§ TASK OBJECTIVE: Across all the records below, count the lines that hold "every". State only that figure.
START MATERIAL FOR THIS TASK
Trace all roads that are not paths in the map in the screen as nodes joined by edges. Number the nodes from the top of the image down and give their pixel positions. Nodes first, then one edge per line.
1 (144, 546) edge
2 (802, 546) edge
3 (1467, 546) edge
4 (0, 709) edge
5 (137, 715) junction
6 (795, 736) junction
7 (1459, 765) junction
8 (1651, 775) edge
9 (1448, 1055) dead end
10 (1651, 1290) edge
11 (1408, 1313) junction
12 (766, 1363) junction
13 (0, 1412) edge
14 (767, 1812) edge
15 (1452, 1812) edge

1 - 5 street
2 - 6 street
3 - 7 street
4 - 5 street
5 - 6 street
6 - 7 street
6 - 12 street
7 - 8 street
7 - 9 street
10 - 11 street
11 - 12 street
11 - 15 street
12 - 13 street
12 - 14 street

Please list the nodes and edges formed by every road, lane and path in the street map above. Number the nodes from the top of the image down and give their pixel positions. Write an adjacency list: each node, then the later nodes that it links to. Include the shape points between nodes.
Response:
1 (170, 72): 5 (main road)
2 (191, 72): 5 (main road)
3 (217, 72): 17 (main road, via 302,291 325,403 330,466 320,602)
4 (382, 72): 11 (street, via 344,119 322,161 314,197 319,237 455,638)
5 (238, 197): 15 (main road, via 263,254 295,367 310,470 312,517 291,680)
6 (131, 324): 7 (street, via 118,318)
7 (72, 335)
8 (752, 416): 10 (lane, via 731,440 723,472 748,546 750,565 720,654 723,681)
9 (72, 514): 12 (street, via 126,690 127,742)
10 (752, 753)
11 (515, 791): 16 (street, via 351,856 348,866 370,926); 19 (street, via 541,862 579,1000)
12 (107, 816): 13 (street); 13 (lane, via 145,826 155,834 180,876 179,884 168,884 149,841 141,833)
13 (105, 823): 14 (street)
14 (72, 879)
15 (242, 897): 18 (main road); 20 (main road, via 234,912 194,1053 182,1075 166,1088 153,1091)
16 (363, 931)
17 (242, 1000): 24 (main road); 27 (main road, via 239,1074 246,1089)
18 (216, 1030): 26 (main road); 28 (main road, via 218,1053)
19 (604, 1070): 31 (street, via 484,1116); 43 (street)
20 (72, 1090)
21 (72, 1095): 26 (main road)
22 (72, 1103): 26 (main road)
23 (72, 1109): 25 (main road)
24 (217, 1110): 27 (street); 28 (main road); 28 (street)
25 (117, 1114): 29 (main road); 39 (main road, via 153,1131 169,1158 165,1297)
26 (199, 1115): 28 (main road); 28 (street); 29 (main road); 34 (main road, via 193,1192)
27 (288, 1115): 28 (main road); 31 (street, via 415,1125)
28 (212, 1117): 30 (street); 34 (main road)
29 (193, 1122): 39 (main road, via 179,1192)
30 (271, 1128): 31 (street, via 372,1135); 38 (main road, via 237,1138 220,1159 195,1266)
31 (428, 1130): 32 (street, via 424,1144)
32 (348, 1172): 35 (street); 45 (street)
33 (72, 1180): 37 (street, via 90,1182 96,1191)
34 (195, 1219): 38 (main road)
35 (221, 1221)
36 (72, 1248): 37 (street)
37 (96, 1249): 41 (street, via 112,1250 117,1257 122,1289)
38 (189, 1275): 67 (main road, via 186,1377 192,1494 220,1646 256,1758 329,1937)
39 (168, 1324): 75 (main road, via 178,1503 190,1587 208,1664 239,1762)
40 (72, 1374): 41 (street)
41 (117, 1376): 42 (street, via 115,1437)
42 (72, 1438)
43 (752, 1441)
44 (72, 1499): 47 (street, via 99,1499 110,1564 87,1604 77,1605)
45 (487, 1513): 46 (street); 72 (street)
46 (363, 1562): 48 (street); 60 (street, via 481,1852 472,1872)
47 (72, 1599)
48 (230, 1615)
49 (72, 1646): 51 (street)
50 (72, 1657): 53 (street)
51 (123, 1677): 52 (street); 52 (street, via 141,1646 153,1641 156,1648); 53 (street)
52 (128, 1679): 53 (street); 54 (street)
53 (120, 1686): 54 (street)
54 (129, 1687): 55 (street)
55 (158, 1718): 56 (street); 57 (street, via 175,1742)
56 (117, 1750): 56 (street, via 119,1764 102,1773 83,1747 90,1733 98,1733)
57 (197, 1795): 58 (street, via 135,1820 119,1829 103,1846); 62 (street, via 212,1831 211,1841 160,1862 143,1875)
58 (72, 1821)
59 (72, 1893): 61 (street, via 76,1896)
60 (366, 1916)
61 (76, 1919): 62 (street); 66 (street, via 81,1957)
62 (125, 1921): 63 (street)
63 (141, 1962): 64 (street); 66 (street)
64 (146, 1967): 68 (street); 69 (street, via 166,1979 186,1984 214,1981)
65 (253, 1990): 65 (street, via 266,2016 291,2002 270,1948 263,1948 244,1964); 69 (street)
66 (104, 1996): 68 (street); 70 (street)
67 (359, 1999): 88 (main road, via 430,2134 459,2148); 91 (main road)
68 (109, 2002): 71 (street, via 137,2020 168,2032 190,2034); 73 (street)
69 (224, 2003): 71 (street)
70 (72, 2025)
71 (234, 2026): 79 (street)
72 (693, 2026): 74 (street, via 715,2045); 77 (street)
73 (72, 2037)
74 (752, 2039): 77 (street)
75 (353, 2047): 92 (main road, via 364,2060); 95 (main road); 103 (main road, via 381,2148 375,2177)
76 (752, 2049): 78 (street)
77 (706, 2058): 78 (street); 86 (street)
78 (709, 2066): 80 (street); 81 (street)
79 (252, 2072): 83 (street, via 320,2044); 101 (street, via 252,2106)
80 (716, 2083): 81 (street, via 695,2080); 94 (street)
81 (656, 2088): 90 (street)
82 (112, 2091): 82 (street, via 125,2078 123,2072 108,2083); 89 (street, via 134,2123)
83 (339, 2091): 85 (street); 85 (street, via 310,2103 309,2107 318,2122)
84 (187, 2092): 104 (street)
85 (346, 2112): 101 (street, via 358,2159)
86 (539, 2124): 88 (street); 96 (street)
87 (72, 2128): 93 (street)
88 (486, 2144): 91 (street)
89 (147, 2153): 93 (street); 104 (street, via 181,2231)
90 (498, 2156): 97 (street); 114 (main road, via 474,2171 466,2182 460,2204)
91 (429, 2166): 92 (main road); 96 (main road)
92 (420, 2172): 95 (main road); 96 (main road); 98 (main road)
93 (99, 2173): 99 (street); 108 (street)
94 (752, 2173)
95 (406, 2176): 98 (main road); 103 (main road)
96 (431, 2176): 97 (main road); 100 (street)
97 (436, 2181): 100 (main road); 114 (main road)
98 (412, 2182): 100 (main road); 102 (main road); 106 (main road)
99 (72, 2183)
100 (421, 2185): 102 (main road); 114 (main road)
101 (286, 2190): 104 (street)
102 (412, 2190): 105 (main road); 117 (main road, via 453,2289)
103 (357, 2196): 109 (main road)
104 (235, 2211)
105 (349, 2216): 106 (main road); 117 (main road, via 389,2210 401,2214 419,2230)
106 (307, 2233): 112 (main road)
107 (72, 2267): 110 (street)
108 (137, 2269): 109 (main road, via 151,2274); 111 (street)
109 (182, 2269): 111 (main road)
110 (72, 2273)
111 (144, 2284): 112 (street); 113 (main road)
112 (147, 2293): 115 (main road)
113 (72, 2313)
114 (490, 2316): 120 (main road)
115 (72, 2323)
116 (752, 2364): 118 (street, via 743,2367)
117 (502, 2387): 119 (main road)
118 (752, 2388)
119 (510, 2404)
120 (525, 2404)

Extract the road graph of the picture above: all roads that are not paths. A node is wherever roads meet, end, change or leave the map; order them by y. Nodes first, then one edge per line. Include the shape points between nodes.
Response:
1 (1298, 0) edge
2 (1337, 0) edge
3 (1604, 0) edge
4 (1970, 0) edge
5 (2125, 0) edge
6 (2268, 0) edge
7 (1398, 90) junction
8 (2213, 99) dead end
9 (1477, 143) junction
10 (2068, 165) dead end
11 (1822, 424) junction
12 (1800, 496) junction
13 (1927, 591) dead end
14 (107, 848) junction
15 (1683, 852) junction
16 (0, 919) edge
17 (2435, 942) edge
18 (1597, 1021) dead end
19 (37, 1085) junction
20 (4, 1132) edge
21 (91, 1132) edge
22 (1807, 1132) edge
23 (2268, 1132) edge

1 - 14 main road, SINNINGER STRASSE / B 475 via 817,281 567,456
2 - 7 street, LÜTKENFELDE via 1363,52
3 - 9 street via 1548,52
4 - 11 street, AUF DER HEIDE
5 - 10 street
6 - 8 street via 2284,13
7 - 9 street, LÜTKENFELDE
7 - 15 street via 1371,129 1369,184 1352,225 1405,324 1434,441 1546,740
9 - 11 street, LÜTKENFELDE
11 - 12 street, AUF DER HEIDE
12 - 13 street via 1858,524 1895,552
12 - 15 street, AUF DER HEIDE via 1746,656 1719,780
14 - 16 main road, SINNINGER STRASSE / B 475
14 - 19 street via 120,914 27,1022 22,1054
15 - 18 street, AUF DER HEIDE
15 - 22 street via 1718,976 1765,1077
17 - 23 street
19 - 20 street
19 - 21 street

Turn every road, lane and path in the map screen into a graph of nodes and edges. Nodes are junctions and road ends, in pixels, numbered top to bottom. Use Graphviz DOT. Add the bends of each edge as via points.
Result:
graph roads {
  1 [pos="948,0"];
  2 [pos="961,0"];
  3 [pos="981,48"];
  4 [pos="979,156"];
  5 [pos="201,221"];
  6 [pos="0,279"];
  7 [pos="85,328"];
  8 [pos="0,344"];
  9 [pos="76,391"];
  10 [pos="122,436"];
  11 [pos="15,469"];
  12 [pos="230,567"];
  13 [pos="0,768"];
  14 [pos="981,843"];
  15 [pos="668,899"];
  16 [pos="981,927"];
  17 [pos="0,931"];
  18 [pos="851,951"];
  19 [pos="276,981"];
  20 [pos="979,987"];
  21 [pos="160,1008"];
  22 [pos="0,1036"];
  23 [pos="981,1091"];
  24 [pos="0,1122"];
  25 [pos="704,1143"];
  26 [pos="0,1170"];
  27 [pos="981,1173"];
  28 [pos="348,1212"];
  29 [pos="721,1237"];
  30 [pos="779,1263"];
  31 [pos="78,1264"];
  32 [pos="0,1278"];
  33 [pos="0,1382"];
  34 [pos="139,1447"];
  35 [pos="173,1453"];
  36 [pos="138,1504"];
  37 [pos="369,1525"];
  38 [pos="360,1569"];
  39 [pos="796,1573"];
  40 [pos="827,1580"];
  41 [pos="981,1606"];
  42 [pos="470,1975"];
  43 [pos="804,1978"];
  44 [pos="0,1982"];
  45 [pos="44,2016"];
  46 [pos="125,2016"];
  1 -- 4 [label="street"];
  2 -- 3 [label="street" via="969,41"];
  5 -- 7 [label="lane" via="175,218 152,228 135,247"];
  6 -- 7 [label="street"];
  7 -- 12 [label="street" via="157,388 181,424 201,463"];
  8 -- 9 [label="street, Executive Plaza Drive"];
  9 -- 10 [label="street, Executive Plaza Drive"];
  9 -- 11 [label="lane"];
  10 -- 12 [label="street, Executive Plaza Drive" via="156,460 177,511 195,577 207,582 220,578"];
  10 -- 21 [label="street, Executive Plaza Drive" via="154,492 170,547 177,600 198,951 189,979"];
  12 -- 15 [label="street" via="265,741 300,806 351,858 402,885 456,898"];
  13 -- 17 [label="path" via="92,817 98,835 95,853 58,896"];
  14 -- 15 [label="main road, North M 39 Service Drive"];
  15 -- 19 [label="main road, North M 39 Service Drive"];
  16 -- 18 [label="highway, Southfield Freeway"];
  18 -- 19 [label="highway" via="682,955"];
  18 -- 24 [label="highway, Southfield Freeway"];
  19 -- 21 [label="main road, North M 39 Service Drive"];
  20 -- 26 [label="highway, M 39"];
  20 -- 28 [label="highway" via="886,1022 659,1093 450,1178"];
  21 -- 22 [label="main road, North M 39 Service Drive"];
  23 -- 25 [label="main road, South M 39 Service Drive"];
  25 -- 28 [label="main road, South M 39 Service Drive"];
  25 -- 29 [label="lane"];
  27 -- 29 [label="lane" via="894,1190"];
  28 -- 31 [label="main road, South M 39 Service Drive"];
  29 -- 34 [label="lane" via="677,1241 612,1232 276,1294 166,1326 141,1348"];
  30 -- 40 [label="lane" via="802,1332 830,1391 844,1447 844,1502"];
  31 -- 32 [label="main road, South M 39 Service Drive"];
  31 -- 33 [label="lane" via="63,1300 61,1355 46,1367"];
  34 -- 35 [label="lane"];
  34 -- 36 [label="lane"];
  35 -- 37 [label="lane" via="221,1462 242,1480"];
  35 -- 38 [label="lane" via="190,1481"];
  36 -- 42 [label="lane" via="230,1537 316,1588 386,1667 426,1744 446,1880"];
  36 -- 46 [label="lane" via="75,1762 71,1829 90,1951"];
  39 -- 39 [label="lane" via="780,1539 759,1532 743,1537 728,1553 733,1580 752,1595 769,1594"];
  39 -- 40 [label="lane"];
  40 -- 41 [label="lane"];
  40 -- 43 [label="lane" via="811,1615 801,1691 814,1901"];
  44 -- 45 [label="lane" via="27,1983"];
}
END MATERIAL FOR THIS TASK
§ SOLUTION FOR THIS TASK: 2